## Task to complete
Report the count of lines in the entries below that contain "Saudara", and leave out everything else.

## Given information
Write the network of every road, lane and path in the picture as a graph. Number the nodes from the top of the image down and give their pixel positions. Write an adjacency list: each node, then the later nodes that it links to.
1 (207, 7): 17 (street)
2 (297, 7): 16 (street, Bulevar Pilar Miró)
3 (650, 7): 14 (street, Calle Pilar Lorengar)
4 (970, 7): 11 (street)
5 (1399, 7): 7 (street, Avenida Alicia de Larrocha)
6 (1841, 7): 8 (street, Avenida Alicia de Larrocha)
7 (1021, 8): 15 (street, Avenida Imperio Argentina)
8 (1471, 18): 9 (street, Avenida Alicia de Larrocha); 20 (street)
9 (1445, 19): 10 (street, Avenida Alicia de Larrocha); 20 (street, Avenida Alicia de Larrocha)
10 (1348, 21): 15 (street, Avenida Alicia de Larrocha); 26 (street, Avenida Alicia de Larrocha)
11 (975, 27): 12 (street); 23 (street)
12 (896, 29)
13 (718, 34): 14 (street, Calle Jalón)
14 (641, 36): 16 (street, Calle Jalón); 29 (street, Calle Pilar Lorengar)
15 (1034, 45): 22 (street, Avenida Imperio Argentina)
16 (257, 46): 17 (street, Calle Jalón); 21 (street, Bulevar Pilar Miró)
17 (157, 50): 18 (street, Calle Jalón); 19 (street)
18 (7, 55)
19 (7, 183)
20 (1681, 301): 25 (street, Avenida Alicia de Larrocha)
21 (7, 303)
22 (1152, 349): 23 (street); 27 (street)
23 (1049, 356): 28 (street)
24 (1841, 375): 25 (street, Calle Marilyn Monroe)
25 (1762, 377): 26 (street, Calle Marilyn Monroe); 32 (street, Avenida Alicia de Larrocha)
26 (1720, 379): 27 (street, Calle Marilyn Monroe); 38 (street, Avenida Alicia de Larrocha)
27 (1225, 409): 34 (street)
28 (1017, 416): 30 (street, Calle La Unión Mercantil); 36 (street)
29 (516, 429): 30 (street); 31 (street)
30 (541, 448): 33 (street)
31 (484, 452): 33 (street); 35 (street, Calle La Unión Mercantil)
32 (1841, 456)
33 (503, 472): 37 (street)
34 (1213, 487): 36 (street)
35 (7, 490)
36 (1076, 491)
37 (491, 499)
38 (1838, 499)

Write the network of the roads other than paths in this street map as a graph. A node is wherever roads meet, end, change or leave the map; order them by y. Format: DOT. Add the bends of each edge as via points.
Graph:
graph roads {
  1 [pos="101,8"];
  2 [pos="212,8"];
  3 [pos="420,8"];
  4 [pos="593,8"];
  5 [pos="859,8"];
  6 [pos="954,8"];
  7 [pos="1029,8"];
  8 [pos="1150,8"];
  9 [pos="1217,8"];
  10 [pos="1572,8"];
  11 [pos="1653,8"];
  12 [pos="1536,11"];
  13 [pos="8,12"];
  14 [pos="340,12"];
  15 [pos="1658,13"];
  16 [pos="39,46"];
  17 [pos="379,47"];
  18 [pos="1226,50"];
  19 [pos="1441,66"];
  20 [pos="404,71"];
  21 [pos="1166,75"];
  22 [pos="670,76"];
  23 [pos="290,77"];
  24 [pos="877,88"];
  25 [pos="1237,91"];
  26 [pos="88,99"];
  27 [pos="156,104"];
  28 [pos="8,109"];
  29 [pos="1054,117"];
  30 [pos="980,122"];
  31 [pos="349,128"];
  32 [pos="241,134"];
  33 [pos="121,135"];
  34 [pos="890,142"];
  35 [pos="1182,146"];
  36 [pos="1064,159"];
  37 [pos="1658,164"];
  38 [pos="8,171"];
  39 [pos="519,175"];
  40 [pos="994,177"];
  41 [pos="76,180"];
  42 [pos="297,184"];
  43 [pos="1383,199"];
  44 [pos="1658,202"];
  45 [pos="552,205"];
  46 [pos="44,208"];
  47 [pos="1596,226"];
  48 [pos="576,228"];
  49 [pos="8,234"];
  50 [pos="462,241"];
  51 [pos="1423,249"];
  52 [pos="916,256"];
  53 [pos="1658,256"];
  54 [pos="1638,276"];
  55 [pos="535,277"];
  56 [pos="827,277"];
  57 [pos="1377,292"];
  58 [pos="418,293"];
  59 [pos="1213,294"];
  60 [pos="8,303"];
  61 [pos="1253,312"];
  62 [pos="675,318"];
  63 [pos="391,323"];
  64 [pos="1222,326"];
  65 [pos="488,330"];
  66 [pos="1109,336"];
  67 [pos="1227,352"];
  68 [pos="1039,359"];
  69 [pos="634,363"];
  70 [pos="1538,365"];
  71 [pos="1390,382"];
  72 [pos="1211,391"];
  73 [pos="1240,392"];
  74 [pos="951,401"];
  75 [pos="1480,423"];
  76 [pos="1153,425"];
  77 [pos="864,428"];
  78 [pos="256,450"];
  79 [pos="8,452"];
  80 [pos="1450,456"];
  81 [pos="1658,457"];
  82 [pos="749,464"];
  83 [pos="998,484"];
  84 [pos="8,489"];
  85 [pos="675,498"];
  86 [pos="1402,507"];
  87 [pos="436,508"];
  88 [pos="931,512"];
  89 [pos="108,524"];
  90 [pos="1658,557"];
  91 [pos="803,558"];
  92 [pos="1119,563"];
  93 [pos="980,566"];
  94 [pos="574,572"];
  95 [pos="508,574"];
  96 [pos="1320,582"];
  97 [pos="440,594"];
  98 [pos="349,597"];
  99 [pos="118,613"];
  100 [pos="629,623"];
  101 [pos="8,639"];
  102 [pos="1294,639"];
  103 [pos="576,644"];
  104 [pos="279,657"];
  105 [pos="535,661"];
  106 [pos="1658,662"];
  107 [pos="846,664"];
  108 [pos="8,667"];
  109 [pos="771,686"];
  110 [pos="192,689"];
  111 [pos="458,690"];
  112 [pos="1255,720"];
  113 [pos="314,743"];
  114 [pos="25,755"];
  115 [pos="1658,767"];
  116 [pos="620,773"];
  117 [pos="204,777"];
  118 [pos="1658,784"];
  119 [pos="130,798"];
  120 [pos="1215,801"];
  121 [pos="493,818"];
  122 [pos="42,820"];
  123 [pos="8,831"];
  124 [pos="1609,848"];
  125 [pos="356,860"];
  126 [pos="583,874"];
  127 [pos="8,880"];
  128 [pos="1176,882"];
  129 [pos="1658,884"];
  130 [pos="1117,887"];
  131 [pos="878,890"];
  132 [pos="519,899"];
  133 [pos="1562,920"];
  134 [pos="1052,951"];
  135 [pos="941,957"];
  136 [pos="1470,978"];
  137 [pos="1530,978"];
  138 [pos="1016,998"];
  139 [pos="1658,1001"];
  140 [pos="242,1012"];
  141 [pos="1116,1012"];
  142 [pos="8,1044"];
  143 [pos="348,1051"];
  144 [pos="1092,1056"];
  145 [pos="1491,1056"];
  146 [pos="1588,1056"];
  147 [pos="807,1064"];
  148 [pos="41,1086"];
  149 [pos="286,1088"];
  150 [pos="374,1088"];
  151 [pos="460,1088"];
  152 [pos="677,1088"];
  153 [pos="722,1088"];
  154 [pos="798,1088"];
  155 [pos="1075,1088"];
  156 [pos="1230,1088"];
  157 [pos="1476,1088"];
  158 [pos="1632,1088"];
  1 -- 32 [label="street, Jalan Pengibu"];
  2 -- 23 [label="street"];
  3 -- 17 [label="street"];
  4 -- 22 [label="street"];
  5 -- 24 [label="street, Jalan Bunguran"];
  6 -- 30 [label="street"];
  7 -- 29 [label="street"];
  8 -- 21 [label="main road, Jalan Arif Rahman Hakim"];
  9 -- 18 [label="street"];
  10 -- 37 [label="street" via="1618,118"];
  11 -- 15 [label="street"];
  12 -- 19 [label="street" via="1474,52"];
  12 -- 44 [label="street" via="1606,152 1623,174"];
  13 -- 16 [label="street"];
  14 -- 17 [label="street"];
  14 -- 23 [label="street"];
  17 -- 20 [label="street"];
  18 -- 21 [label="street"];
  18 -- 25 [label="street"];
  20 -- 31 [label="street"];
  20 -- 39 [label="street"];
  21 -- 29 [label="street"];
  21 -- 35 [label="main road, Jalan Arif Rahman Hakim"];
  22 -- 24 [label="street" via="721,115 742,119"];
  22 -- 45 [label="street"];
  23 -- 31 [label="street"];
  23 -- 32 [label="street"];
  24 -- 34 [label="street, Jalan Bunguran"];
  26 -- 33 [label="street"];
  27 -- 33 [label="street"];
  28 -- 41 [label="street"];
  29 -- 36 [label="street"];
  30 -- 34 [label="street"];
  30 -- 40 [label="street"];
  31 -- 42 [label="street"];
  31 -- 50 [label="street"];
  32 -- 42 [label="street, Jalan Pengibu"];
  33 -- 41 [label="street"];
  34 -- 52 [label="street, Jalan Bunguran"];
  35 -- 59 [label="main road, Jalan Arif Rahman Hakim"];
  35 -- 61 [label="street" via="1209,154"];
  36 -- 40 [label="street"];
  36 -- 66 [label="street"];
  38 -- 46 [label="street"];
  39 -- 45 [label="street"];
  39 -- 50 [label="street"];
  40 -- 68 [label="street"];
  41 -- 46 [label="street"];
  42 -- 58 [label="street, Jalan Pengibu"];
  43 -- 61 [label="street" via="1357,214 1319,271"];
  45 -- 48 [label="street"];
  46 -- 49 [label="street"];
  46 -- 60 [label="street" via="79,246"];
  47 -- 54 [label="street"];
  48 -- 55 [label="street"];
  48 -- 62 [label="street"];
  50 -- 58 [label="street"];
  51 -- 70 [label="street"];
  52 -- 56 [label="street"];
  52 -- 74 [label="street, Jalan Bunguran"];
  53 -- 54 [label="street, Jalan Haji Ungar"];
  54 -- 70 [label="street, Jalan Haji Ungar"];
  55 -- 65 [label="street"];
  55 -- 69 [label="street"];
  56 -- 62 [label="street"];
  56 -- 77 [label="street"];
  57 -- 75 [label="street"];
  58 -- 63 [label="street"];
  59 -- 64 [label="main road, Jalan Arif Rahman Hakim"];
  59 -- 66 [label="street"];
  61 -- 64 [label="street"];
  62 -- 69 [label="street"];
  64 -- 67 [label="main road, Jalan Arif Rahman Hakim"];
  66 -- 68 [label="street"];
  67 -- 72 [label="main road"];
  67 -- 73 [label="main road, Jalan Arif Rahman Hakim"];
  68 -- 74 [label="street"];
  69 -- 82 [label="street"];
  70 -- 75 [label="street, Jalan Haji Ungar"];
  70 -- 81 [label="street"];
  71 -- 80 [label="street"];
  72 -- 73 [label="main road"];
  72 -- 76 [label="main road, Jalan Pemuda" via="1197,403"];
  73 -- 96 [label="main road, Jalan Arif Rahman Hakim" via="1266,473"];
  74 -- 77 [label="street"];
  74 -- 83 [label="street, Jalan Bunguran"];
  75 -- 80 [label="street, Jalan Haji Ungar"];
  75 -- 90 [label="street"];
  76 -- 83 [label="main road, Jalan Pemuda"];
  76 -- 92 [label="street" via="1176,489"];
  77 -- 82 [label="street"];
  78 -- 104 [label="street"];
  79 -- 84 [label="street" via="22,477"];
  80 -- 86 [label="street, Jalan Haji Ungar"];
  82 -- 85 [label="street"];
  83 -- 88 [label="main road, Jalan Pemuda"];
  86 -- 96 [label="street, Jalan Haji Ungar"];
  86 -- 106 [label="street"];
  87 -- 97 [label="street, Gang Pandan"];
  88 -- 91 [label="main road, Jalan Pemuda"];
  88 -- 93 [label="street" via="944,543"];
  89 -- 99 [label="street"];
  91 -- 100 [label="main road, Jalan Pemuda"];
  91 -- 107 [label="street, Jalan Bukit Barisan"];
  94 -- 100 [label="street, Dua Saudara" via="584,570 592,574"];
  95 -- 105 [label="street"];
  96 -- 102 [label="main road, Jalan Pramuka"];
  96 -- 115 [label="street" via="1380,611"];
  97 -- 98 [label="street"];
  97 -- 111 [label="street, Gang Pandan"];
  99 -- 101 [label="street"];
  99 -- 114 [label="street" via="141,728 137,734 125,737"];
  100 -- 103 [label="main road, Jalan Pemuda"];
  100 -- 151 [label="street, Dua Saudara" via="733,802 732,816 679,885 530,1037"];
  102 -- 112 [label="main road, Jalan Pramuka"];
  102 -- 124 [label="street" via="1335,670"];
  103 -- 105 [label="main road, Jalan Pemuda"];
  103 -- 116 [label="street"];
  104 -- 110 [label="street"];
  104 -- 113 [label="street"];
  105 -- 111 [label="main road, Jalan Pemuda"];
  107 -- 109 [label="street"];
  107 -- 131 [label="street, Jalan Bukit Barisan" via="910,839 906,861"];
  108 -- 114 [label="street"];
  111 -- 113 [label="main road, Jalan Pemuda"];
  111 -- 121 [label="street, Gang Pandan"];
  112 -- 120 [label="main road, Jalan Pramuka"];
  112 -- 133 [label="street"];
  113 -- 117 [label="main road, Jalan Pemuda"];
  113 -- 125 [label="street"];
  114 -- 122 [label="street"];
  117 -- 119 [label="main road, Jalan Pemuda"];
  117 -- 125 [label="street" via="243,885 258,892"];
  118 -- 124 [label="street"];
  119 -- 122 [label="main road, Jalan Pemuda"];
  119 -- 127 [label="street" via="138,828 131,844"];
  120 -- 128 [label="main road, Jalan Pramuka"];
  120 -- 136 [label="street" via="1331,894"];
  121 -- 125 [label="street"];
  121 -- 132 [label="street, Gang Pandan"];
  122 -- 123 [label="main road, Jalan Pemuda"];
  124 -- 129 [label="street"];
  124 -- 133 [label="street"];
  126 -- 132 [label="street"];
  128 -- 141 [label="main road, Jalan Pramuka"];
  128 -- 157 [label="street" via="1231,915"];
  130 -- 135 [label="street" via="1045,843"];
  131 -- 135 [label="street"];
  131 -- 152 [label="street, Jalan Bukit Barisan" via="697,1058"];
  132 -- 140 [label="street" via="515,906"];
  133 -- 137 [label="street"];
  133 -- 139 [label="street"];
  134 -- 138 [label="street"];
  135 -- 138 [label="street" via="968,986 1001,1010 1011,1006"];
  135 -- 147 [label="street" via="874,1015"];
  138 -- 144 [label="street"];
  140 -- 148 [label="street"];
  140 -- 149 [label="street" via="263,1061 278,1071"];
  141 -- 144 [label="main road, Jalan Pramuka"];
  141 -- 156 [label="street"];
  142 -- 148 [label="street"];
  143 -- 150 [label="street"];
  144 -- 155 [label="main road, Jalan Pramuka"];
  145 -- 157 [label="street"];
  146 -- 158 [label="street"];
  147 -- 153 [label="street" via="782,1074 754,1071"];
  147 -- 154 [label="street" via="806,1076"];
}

## Result of this task
2